Data to process:

━━━━━━━━━━━━━━━━

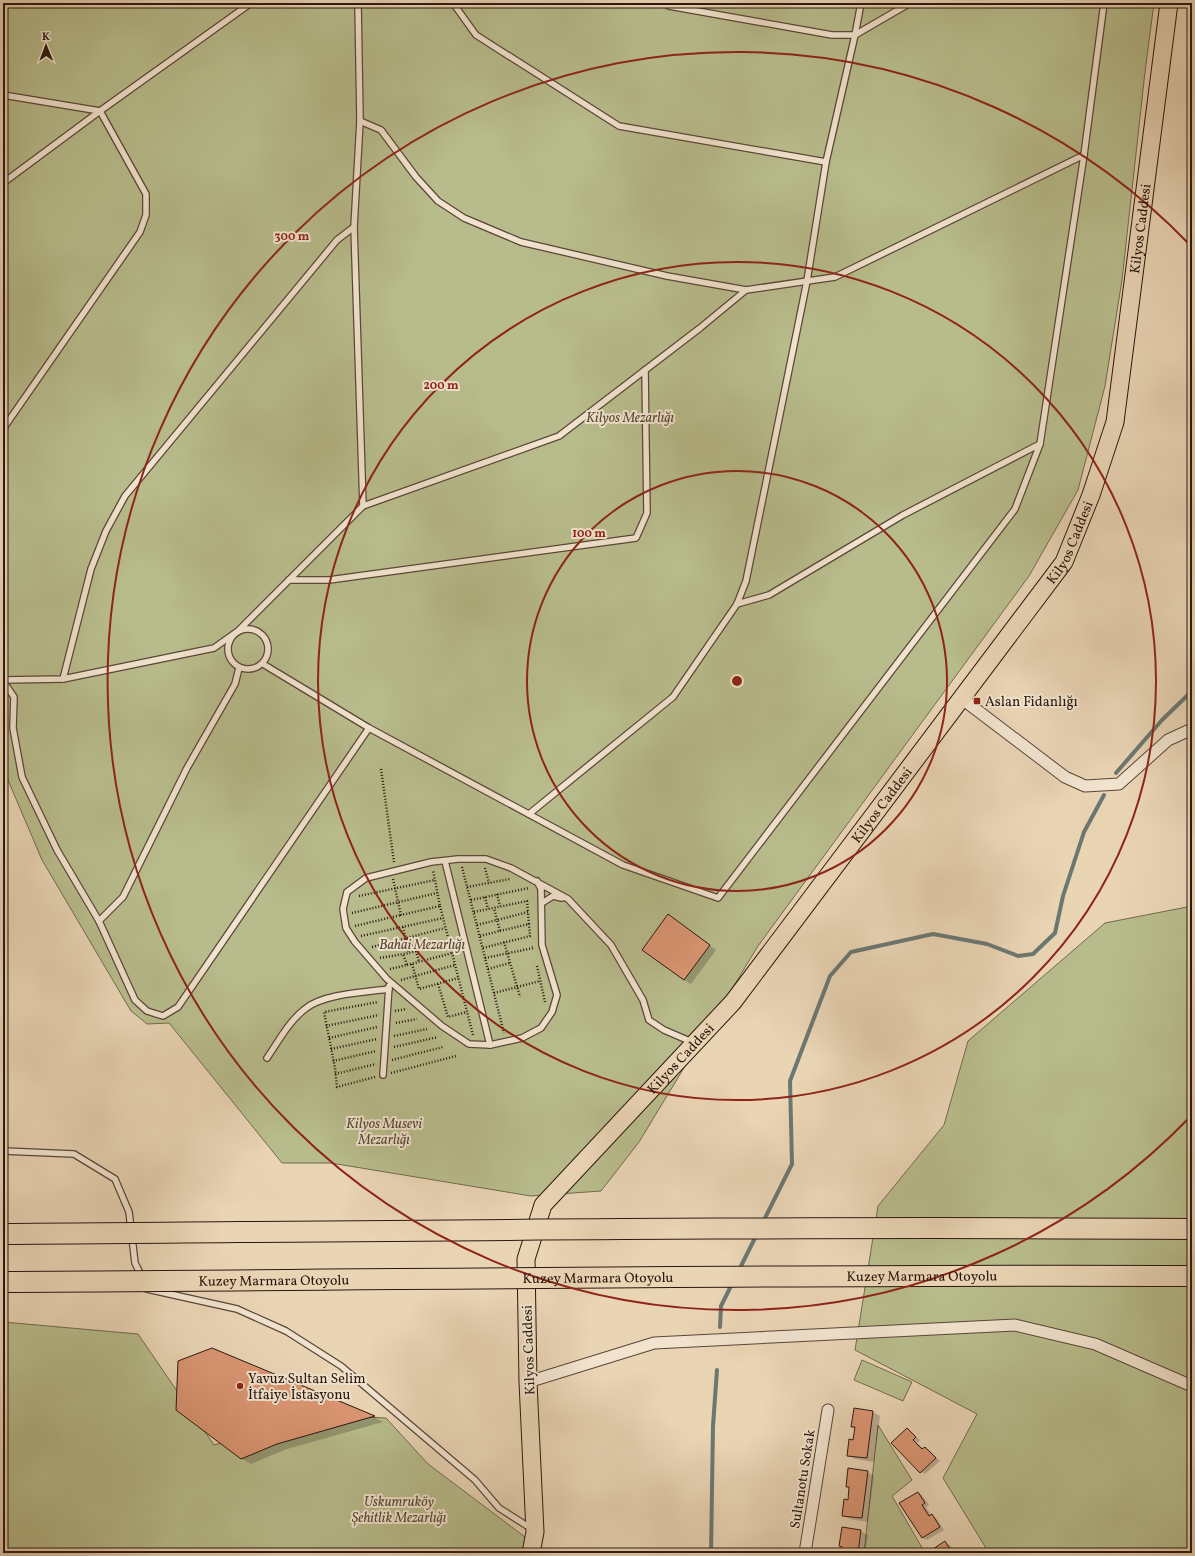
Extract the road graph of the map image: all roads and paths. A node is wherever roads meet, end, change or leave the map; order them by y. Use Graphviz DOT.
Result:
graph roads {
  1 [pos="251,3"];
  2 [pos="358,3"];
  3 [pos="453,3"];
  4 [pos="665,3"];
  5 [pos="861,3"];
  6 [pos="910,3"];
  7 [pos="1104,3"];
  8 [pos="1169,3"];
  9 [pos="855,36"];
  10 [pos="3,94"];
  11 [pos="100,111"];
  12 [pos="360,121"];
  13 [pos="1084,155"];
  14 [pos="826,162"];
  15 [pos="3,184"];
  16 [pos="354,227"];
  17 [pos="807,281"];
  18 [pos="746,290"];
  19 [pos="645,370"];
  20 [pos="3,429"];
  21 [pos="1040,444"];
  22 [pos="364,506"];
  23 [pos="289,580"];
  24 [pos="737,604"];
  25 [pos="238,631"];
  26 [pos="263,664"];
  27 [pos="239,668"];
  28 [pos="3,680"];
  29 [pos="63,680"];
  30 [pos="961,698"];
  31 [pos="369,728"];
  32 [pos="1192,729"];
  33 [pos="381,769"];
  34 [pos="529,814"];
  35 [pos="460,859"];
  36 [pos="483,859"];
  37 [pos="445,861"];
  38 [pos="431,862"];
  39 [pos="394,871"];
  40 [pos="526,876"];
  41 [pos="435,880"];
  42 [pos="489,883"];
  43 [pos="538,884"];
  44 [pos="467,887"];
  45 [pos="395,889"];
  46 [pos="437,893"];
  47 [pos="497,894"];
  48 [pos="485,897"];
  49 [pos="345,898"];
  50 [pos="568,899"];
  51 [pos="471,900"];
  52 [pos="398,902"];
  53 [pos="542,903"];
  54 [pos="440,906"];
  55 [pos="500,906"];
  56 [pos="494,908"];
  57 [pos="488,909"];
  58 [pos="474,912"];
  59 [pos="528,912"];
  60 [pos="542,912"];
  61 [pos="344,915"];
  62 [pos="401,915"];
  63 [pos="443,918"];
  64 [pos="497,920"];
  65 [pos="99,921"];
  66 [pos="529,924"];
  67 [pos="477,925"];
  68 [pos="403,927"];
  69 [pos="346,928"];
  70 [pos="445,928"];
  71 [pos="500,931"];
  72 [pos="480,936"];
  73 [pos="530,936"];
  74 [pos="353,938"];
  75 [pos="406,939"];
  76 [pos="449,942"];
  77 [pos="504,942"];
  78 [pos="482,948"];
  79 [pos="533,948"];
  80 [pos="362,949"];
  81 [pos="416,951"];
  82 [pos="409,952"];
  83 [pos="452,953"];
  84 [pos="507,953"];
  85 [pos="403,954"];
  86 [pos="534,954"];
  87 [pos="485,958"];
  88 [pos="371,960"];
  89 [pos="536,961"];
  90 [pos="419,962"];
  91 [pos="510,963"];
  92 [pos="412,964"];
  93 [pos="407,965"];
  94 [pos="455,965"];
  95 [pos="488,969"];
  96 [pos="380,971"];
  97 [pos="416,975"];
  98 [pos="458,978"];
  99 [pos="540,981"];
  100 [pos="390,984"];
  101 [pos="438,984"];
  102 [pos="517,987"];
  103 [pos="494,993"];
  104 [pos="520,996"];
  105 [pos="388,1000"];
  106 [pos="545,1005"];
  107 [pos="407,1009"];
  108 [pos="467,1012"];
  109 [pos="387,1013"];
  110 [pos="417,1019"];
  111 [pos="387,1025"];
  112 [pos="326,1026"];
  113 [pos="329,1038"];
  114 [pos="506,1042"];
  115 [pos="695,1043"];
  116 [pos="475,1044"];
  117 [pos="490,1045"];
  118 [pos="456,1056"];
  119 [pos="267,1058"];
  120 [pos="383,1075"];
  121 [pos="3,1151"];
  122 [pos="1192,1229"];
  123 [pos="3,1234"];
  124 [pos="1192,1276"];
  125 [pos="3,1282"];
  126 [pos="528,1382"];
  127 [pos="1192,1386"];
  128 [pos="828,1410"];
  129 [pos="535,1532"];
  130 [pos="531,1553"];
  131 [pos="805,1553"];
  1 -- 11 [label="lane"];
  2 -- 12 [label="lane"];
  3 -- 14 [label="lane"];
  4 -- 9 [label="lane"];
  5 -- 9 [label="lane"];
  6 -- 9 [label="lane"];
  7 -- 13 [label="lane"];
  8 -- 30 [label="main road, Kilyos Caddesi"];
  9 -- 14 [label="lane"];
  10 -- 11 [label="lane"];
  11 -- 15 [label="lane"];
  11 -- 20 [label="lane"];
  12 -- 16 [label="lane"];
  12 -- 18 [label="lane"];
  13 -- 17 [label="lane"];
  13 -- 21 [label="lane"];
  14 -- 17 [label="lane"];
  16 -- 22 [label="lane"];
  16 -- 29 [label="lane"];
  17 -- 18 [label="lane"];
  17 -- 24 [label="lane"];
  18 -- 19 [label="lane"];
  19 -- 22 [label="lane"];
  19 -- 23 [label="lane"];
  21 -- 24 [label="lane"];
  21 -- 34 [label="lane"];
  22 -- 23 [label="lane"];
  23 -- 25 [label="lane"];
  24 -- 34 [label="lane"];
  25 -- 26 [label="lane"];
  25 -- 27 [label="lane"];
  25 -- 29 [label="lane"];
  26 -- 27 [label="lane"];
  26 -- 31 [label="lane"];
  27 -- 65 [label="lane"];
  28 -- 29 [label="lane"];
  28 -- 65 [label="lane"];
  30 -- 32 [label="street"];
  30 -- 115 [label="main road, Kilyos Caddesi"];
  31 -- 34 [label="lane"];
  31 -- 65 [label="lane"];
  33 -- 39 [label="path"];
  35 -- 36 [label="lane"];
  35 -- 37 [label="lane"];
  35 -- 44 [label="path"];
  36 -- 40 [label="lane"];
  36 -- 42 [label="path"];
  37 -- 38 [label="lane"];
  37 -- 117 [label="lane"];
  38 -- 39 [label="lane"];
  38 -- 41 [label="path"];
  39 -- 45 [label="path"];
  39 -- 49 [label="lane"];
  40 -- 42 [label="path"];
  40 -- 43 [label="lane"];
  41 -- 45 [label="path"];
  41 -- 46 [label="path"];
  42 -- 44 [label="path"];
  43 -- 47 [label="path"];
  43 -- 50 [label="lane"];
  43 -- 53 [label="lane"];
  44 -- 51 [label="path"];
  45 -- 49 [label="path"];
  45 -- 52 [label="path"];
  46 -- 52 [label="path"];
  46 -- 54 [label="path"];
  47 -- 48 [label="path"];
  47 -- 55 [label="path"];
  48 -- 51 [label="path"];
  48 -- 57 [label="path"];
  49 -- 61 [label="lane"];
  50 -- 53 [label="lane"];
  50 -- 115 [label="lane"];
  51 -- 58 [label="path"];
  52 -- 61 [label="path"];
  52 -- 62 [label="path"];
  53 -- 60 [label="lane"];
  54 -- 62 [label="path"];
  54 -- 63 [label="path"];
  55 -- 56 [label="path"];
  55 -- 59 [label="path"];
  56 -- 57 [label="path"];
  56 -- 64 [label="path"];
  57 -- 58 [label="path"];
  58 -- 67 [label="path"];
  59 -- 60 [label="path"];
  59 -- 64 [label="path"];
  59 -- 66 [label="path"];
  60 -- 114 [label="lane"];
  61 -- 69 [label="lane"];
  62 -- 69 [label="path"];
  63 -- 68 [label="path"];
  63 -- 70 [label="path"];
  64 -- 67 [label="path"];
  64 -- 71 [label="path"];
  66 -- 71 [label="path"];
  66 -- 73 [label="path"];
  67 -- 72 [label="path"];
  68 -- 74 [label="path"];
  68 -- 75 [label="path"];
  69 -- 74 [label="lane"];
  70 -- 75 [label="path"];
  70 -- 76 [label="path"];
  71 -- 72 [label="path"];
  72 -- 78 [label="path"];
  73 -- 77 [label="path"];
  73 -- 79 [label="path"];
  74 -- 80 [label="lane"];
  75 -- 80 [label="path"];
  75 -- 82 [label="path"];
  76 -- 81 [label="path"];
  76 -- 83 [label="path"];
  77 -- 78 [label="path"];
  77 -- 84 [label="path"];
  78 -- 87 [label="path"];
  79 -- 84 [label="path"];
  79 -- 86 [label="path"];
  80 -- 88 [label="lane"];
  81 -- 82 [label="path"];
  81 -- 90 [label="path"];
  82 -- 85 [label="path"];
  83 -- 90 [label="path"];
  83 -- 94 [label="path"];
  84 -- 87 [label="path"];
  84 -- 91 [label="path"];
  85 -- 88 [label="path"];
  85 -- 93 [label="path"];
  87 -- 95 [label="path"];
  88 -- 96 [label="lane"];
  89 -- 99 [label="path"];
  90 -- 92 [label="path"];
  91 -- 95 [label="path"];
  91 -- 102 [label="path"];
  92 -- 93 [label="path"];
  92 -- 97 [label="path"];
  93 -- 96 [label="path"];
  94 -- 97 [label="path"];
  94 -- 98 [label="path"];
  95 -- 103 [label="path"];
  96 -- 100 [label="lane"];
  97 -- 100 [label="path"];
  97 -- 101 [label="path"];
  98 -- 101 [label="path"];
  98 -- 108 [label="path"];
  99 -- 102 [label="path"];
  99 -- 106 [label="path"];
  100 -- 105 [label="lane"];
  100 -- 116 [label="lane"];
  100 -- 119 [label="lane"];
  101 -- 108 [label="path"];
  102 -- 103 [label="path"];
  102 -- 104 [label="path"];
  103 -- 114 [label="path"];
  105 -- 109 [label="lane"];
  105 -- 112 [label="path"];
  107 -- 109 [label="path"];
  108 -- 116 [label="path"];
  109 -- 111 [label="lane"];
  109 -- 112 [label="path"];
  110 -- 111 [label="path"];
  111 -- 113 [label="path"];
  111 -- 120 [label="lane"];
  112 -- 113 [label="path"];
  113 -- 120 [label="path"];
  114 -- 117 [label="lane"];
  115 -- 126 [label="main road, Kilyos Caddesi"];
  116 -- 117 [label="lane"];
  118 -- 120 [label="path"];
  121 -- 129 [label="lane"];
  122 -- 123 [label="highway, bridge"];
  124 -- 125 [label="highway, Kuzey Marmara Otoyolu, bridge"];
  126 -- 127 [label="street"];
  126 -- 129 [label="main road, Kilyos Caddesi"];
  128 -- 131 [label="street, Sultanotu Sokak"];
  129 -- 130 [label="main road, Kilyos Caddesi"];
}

━━━━━━━━━━━━━━━━

Task statement: Could you copy every line from the records that mentions the word "Caddesi"?

Answer to this problem:
  8 -- 30 [label="main road, Kilyos Caddesi"];
  30 -- 115 [label="main road, Kilyos Caddesi"];
  115 -- 126 [label="main road, Kilyos Caddesi"];
  126 -- 129 [label="main road, Kilyos Caddesi"];
  129 -- 130 [label="main road, Kilyos Caddesi"];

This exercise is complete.